WTH! It's not like this law is a new one, it's been in effect for what, 30 years? Most of which there was in INCREASE in crime!!! ARG!!!!!!:banghead::banghead::banghead::banghead:
 

Skeptic

Founder's Club Member
Joined
Oct 2, 2007
Messages
585
Location
Goochland, Virginia, USA
imported post

Too bad they are simply wrong, and not a thing the NYT can do about it. :celebrate:celebrate


In fact the NYT will be lucky to not have to have more rounds of major layoffs, with the cost of transporting it's papers to distribution up so much and their ever declining circulation.:celebrate:celebrate:celebrate


Hey NYT - Bite My Freedom :celebrate:celebrate:celebrate
 

Skeptic

Founder's Club Member
Joined
Oct 2, 2007
Messages
585
Location
Goochland, Virginia, USA
imported post

deepdiver wrote:
And the NYT continues it's decline into irrelevance.
In a way what they are trying to do is lay the groundwork to do something precipitious to change this decision - like have Obama add justices to the Supreme Court. Adding Six new communists like the professors Obama "sought out" in college ought to do the trick. Obama seeks to succeed where FDR failed.
 

Tomahawk

Regular Member
Joined
Oct 1, 2006
Messages
5,117
Location
4 hours south of HankT, ,
imported post

The internet is making newspapers more and more obsolete, and this is a good thing for those with differing points of view. The traditional papers are owned and run by powerful people with establishment-friendly viewpoints and agendas, and increasingly they are owned by the same people who own CNN and Faux News.

So far, the internet offers a lot more independence for the little guy with the off-the-wall view that takes off and gets recognized.

Look at OCDO, for instance. How far do you think John and Mike would have gotten this movement if it was 1985 and they had to rely on print media?

NYT can go pound sand.
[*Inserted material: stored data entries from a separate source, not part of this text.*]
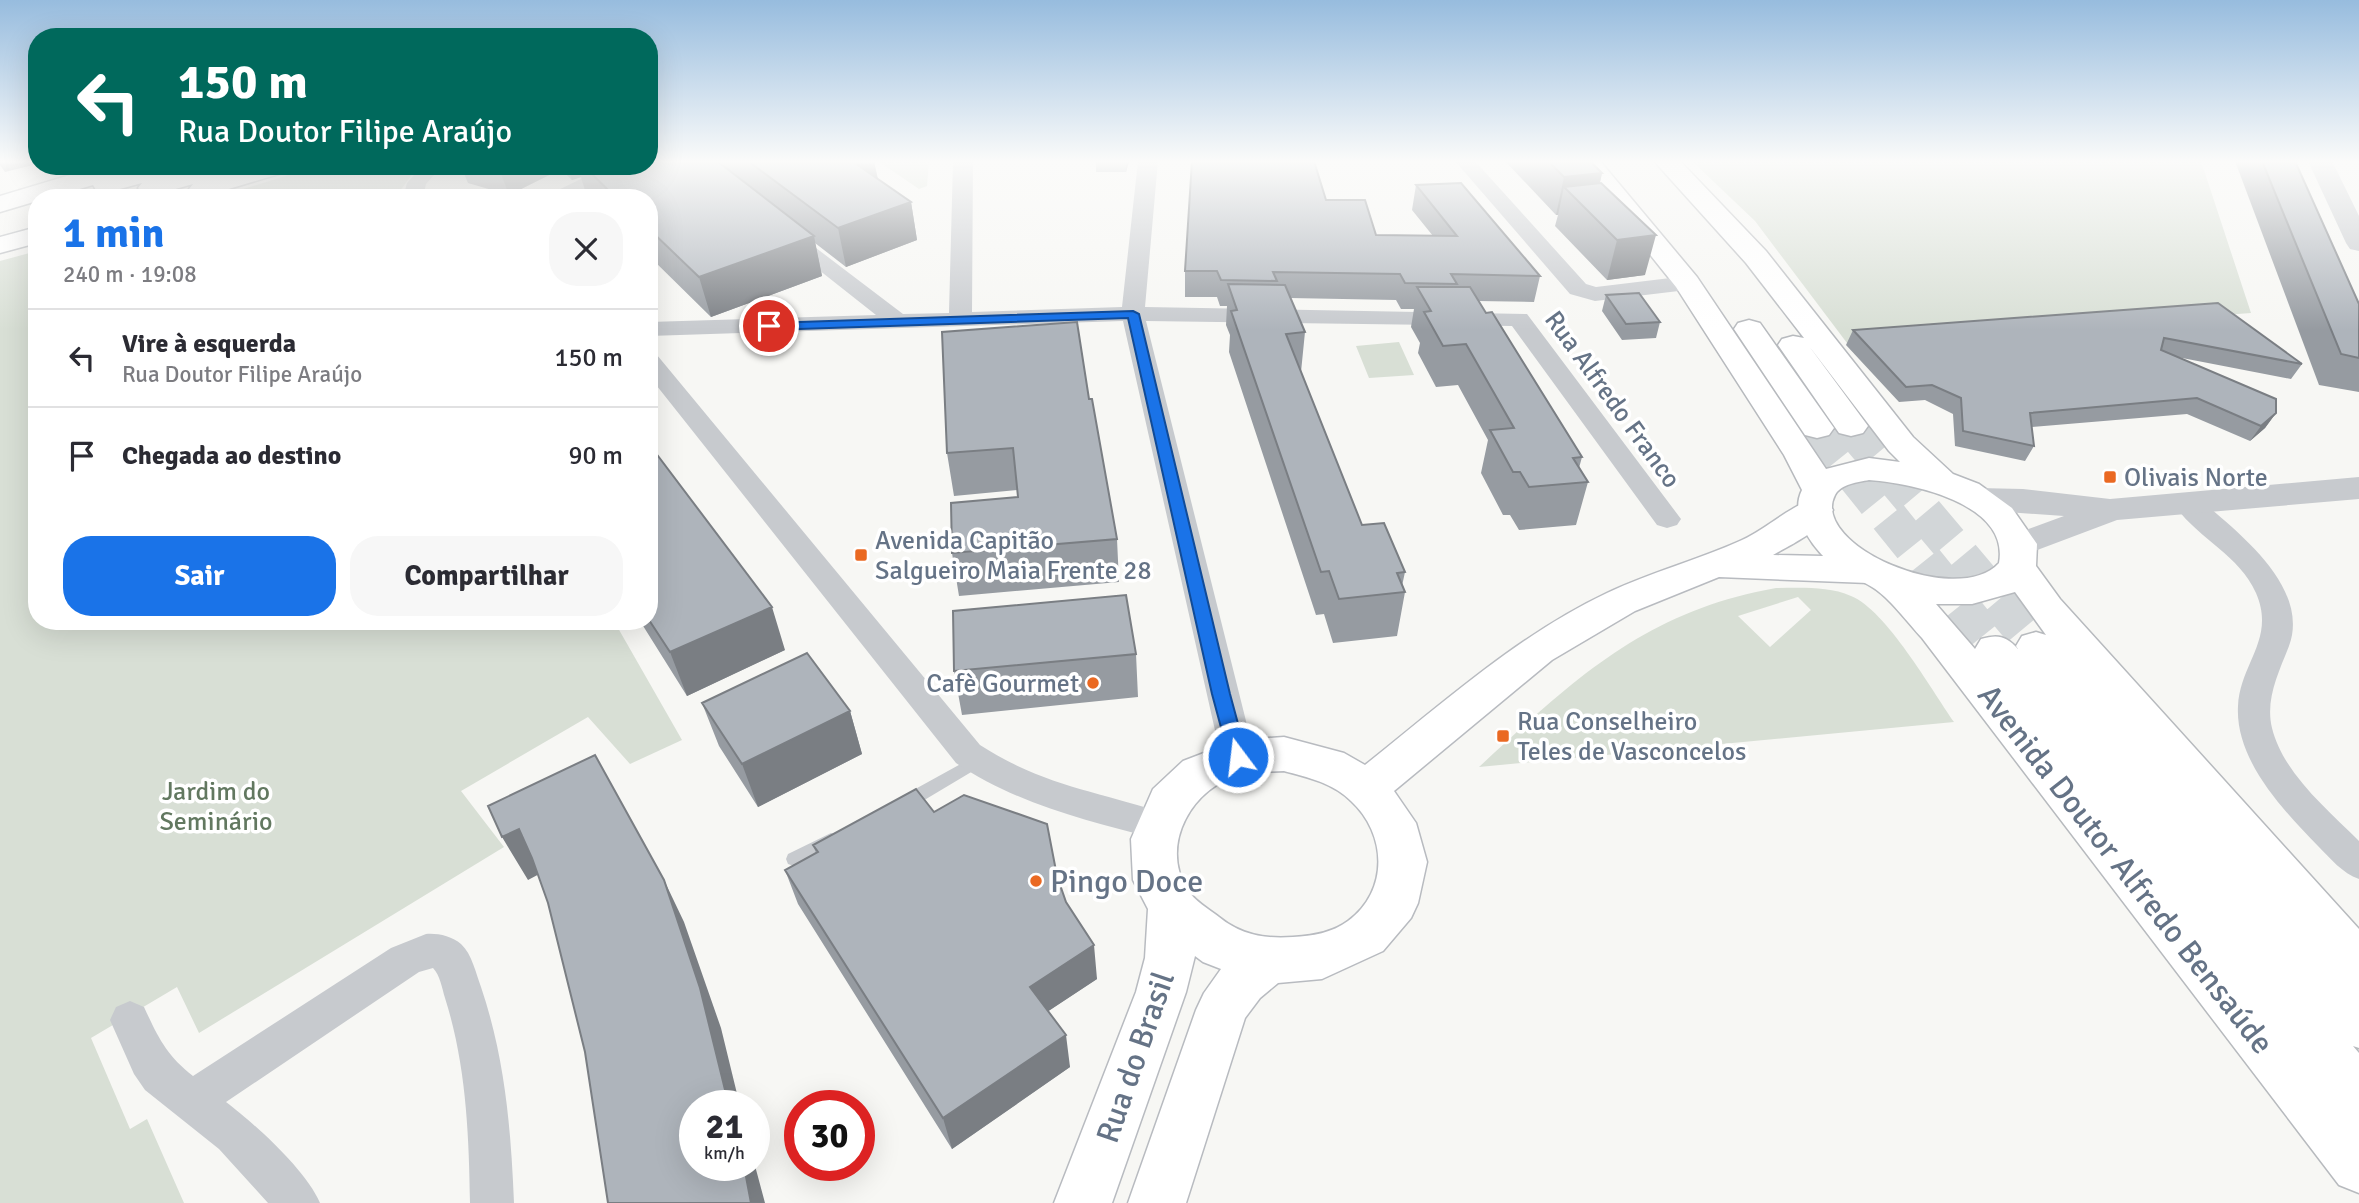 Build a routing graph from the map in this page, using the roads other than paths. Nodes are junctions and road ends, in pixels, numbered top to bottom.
1 (962, 217) edge
2 (1142, 217) edge
3 (1514, 217) edge
4 (1633, 217) edge
5 (1662, 217) edge
6 (1692, 217) edge
7 (1719, 217) edge
8 (2347, 217) edge
9 (28, 221) edge
10 (768, 221) edge
11 (0, 229) edge
12 (28, 237) edge
13 (2359, 243) edge
14 (0, 245) edge
15 (1687, 283) junction
16 (1133, 314) junction
17 (960, 320) junction
18 (901, 323) junction
19 (658, 329) edge
20 (658, 371) edge
21 (1851, 426) tunnel mouth
22 (1817, 428) tunnel mouth
23 (1942, 481) junction
24 (2359, 488) edge
25 (1978, 499) junction
26 (1817, 500) junction
27 (2187, 503) junction
28 (2110, 510) junction
29 (1667, 519) dead end
30 (2018, 556) junction
31 (1717, 566) junction
32 (1877, 574) junction
33 (1238, 757) junction
34 (977, 761) junction
35 (1367, 788) junction
36 (891, 811) edge
37 (1157, 825) junction
38 (842, 835) edge
39 (794, 859) dead end
40 (2359, 864) edge
41 (1172, 908) junction
42 (1270, 961) junction
43 (2359, 964) edge
44 (130, 1020) dead end
45 (2359, 1024) edge
46 (2359, 1094) edge
47 (190, 1102) junction
48 (2359, 1165) edge
49 (298, 1203) edge
50 (492, 1203) edge
51 (1083, 1203) edge
52 (1157, 1203) edge

1 - 17 street
2 - 16 street
3 - 15 street
4 - 15 main road
5 - 22 main road
6 - 21 main road
7 - 23 main road
8 - 13 street
9 - 11 main road
10 - 18 street
12 - 14 main road
15 - 26 main road
16 - 17 street
16 - 29 street, Rua Alfredo Franco
16 - 33 street
17 - 18 street
18 - 19 street
20 - 34 street
23 - 25 main road
23 - 26 main road
24 - 27 street
25 - 28 street
25 - 30 main road
26 - 31 main road
26 - 32 main road
27 - 28 street
27 - 40 street
28 - 30 street
30 - 32 main road
30 - 43 main road
31 - 32 main road
31 - 35 main road
32 - 48 main road, Avenida Doutor Alfredo Bensaúde
33 - 35 main road
33 - 37 main road
34 - 36 lane
34 - 37 street
35 - 42 main road
37 - 41 main road
38 - 39 lane
41 - 42 main road
41 - 51 main road, Rua do Brasil
42 - 52 main road
44 - 47 street
45 - 46 main road, Avenida Doutor Alfredo Bensaúde
47 - 49 street
47 - 50 street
I don't have to read it, I don't have to pay for it, and I and many other people don't have to give a crap about their birdcage liner.
 

GLENGLOCKER

Regular Member
Joined
Jul 6, 2007
Messages
558
Location
VA Beach, Virginia, USA
imported post

The editorial is quite right in urging gun control advocates to fight every last case in court. The Democrats must also make this a major campaign issue as to the importance of the election to the appointment of supreme court judges along with Roe v Wade. I'm afraid on the gun issue,however, support will not be forthcoming.
— TEK, NY

Let's hope and pray they make gun control a major issue because if they do they'll surely loose this election.
 

SouthernBoy

Regular Member
Joined
May 12, 2007
Messages
5,837
Location
Western Prince William County, Virginia, USA
imported post

Many of the letters are really sickening. Hard to imagine these people call themselves Americans. But then, that tends to be the general attitude in the northeast.
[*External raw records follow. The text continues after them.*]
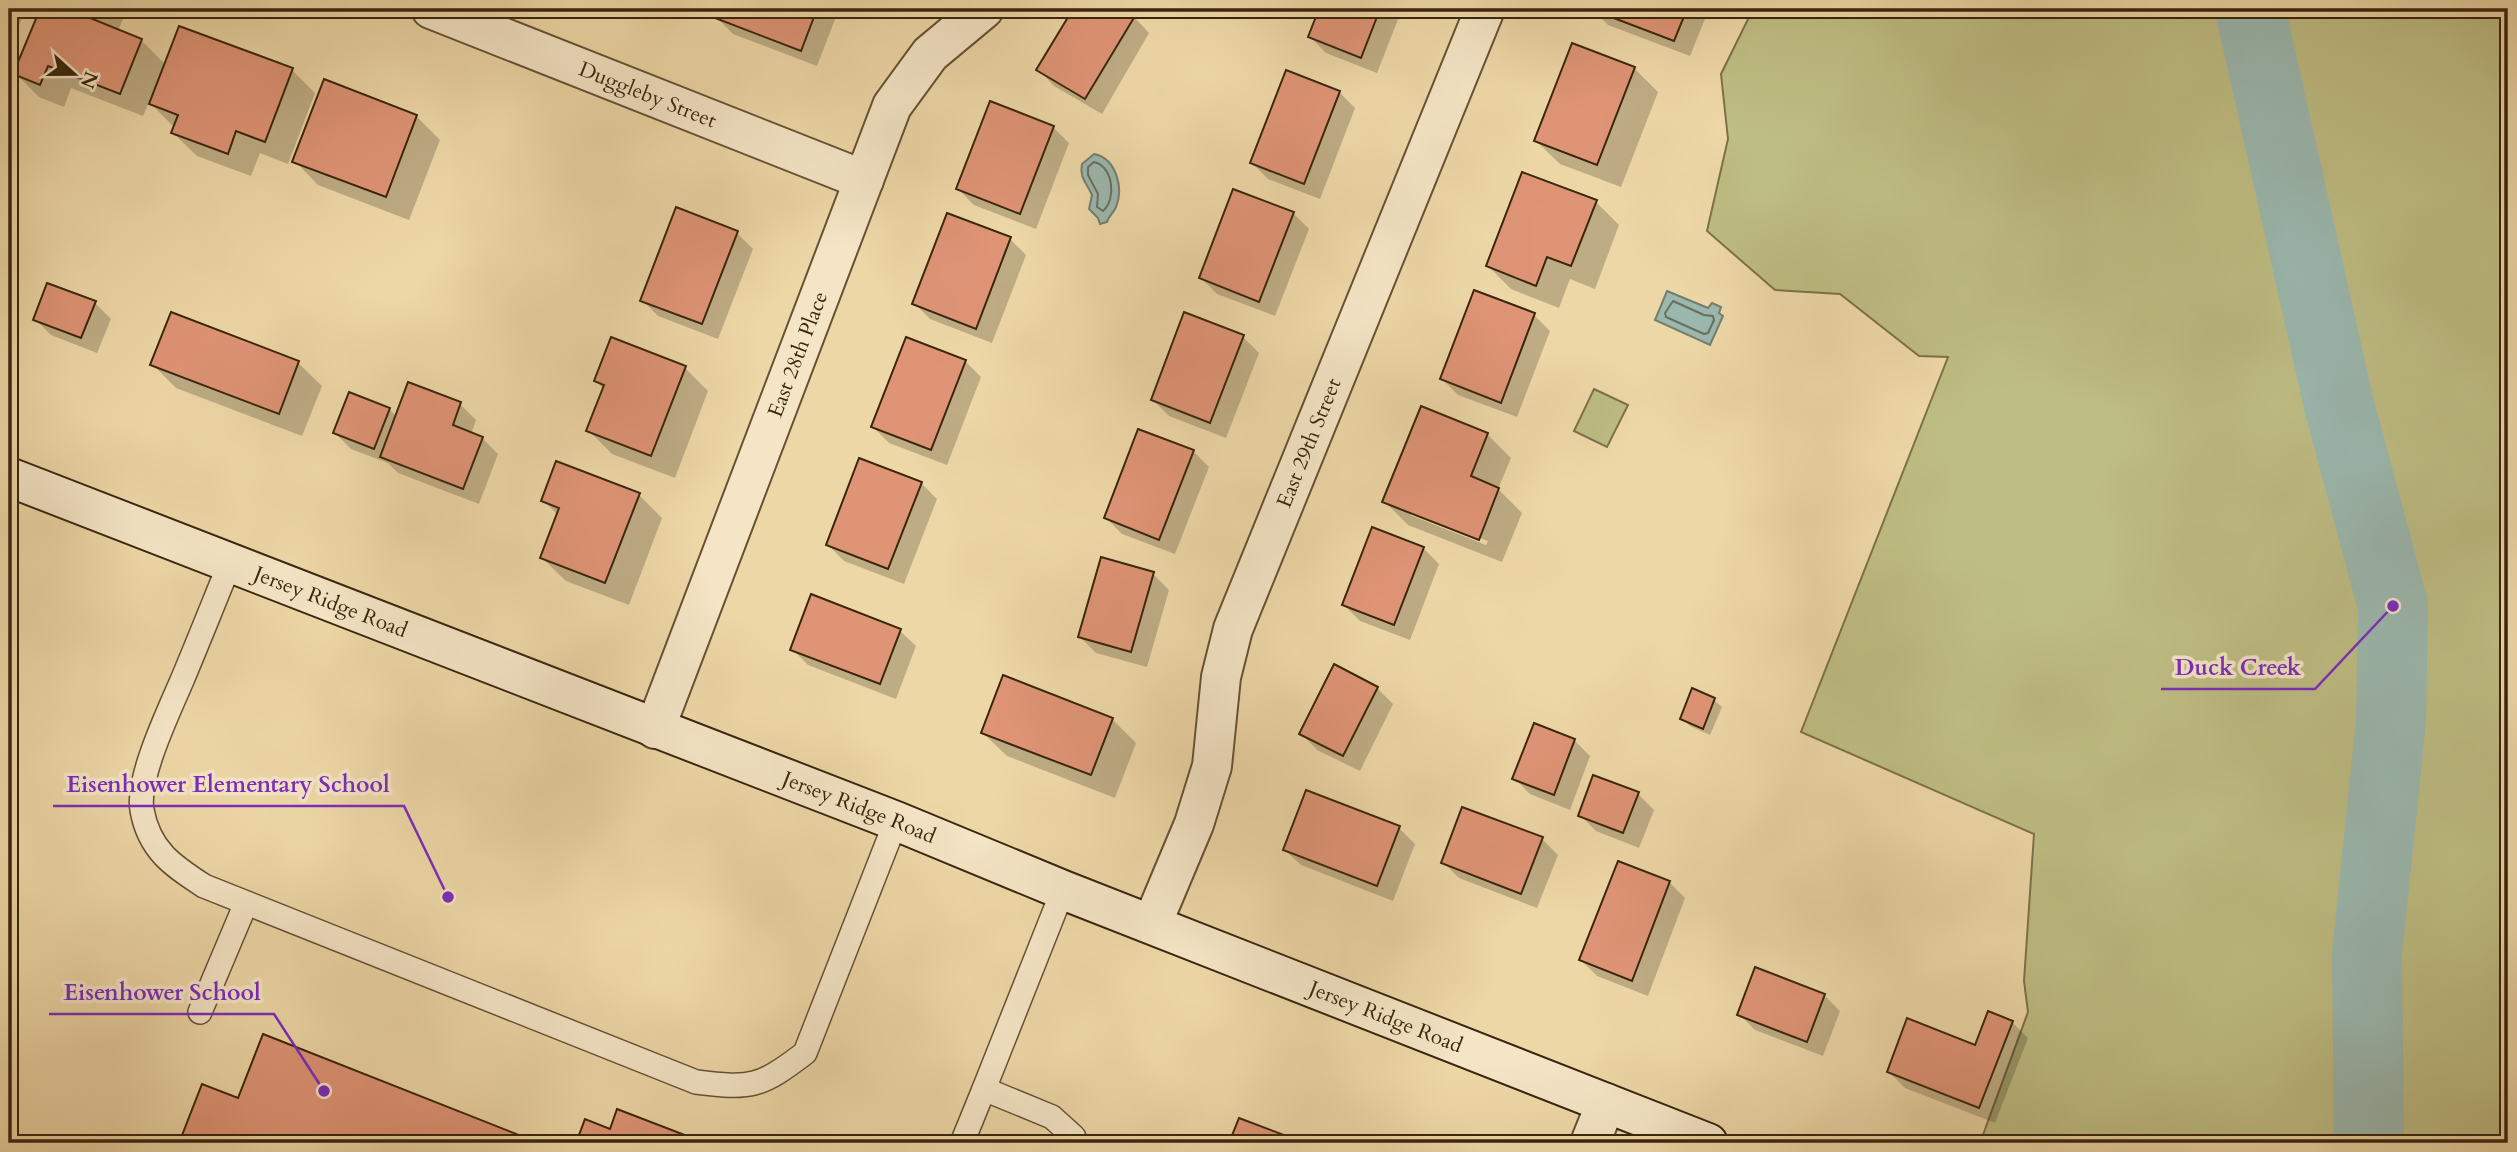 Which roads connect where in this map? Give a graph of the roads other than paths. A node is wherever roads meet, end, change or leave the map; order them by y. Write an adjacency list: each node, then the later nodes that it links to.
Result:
1 (431, 9): 4 (street, Duggleby Street)
2 (984, 9): 4 (street, East 28th Place)
3 (1485, 9): 11 (street, East 29th Street)
4 (864, 180): 7 (street, East 28th Place)
5 (9, 477): 6 (street, Jersey Ridge Road)
6 (230, 563): 7 (street, Jersey Ridge Road); 10 (lane)
7 (655, 729): 8 (street, Jersey Ridge Road)
8 (896, 821): 9 (street, Jersey Ridge Road); 10 (lane)
9 (1063, 890): 11 (street, Jersey Ridge Road); 13 (lane)
10 (246, 903): 12 (lane)
11 (1152, 924): 14 (street, Jersey Ridge Road)
12 (200, 1012)
13 (984, 1089): 15 (lane); 16 (lane)
14 (1606, 1103): 17 (street); 18 (street, Jersey Ridge Road)
15 (962, 1143)
16 (1075, 1143)
17 (1590, 1143)
18 (1708, 1143)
And where do all of the foreign opinons get off. Hell, look where they live. Where do they get off voicing opinions about America?
 

imperialism2024

Regular Member
Joined
Jun 7, 2007
Messages
3,047
Location
Catasauqua, Pennsylvania, USA
imported post

This reaffirms that many member of the MSM lack reading comprehension skills (in addition to writing skills). First, Heller isn't incorporated. Do you live in DC? No? Guess what? Heller doesn't really matter!

The gun control advocates should be cheering this decision, really.